In short no. A lot of the ways of handling sleep are kinda staple for a good doubles team anyway. Strategies such as Taunt were employed long before sleep turned up. I would argue sleep is just another new viable aspect of the metagame albeit an inconsistent one. I've found that multiple teambuilding philosophies are still viable in the meta with both Hyper Offense and Goodstuff still working fine for me. I trust Nollan and his judgement on TR still being viable though I am yet to use it myself.
  • Does it restrain teambuilding too much? How much preparation does a team require to combat sleep?
As I said in the above point, sleep is handled in a similar way to many of the other strategies you see in doubles anyway so I don't think this is a huge issue. There are a couple of countermeasures that are handy to take against sleep, a grass type comes in really handy and I've found that Skymin puts in some good work against some of the more common setters thanks to that Flying-type STAB.
  • Does Sleep limit or increase diversity of the metagame?
I hasten to say that it makes the metagame more diverse but I don't think it limits it by any stretch of the word. If anything I expect to see an increase in sleep users and a decrease in common TR mons, the rest of the meta should stay the same. As the sleep meta re-establishes itself I expect to see a rise in the amount of TR teams as people begin to experiment and see what's what.
  • Does Sleep have an overall positive/neutral/negative impact to the Doubles metagame? How does Sleep affect the metagame?
Neutral imo, lazy post but I kinda worked this into everything else so shadup :<
  • Is there any opportunity cost in using Sleep?
Yes is the simple answer. If a player is prepared, odds are you have a deadweight mon, sorry YJ but Jumpluff is kinda lame if you can't sleep stuff. A lot of the other common sleep inducers don't have a great offensive presence in my opinion. Stuff like ChloroSaur doesn't really cut it in terms offense, Breloom is the closest one to good but even then I feel it falls just short due to it's lackluster speed and kinda lame coverage.
  • What are the different checks or counter strategies to combat sleep?
Safeguard, Fake Out, Taunt, Safety Goggles, TALONFLAME, Grass-types, Skymin.
  • Are there any suspects independent of Sleep that you want to raise attention to the council?
Yeah, ban Protect, Cresselia and spread moves please.

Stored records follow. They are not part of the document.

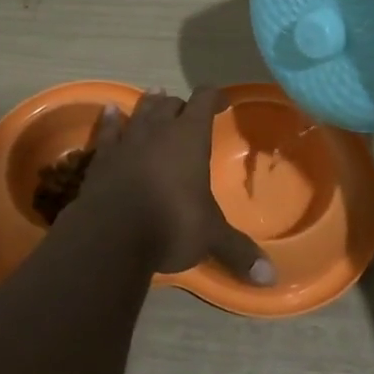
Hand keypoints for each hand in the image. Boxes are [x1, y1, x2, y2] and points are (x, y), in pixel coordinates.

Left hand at [75, 88, 274, 284]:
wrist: (110, 235)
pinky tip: (110, 111)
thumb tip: (271, 278)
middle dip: (181, 105)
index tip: (221, 101)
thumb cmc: (170, 224)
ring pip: (140, 112)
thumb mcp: (211, 238)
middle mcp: (158, 130)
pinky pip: (108, 130)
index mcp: (189, 138)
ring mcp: (126, 140)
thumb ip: (238, 251)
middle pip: (170, 104)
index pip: (203, 101)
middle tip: (187, 112)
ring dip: (150, 104)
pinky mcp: (101, 157)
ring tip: (155, 95)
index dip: (214, 97)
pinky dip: (111, 120)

Reposting this because I think it's important, input pls.
I'm wary that removing sleep clause could have a negative effect on the playerbase of doubles, there is a possibility that players of a low skill level may not know how to effectively prepare for sleep and this could lead to people not wanting to continue with playing doubles. A lot of you don't really go in the doubles room but I've seen countless occasions where people have complained about sleep and want sleep clause to be reinstated. I'm unsure whether alienating a chunk of the playerbase is a good idea just because the #metagamepros think it's OK.
 

Ash Borer

I've heard they're short of room in hell
sleep
  • Is Sleep broken/too powerful or simply another viable aspect of Pokemon? Is it overcentralizing?
To me, sleep has not be broken in the slighest. Lum / Safety goggle lures, simple protect + target sleep user tactics, grass types, safe guard, taunt, poor accuracy of sleep moves, poor consistency of turns sleeping, and many other factors offer sufficient counterplay to sleep spam. After playing against, observing and play with sleep inducing pokemon, at no point did I find sleep spamming to be overly effective.
  • Does it restrain teambuilding too much? How much preparation does a team require to combat sleep?
Teambuilding restriction is barely noticeable. Carrying a grass type is a good idea, perhaps a stray lum, or safety goggles on a poke that counters a wide number of sleep users (talonflame @ safety goggles new meta), a fast taunt user, safegard or more might be a good idea to carry, but even completely unprepared teams I found were able to play with sleep and not get bowled over
  • Does Sleep limit or increase diversity of the metagame?
I'd say it increases. On one hand more items become viable, and a number of pokemon, like jumpluff become more viable. At the same time carrying a grass type, or something might be more necessary limiting diversity. OVerall the net effect hasnt been too apparent
  • Does Sleep have an overall positive/neutral/negative impact to the Doubles metagame? How does Sleep affect the metagame?
In my opinion it's positive. Sleep tactics are a simply another method of victory on top of what already exists. Lack of sleep clause doesnt really make anything unviable
  • Is there any opportunity cost in using Sleep?
Certainly. The pokemon required to use that have passable sleeping moves are limited, some are kind of poor outside sleep induction. When I tried to use umpluff I found my team missed the offensive presence that team slot once provided. Further still wide lens is a very useful item for inducing sleep, I tried my hand at wide lens darkrai because darkrai is a pokemon with a wide movepool, and good stats who would be really great at putting shit to sleep if hypnosis didnt miss nearly half the time. Not only was its accuracy still pretty damn poor, missing the moveslot for coverage and the itemslot for power was a huge cost, not even worth it in most cases. These kinds of things ust make me feel as if sleep is balanced.
  • What are the different checks or counter strategies to combat sleep?
Lum lures (my jumpluff was defeated quite easily by a lum volcarona in one of my matches, I had to sleep powder it because it would have killed umpluff with a fire move should I slept the other pokemon), safety goggles, safeguard, aromatherapy after sleep inducers are gone, fast substitutes, sleep talk users, fast taunts, simple protect + sleep targeting, grass types, and all kinds of already existing viable tactics can be used to disrupt sleep use. There's probably a viable insomnia user out there too :]
  • Are there any suspects independent of Sleep that you want to raise attention to the council?
Last round I brought up looking at ubers to be played instandard play to see what would happen. Most players thought this was mad. Now that the "drop an uber" tour is in its final round, what did players think of these ubers? Were they over centralizing and overpowering? Just wondering :]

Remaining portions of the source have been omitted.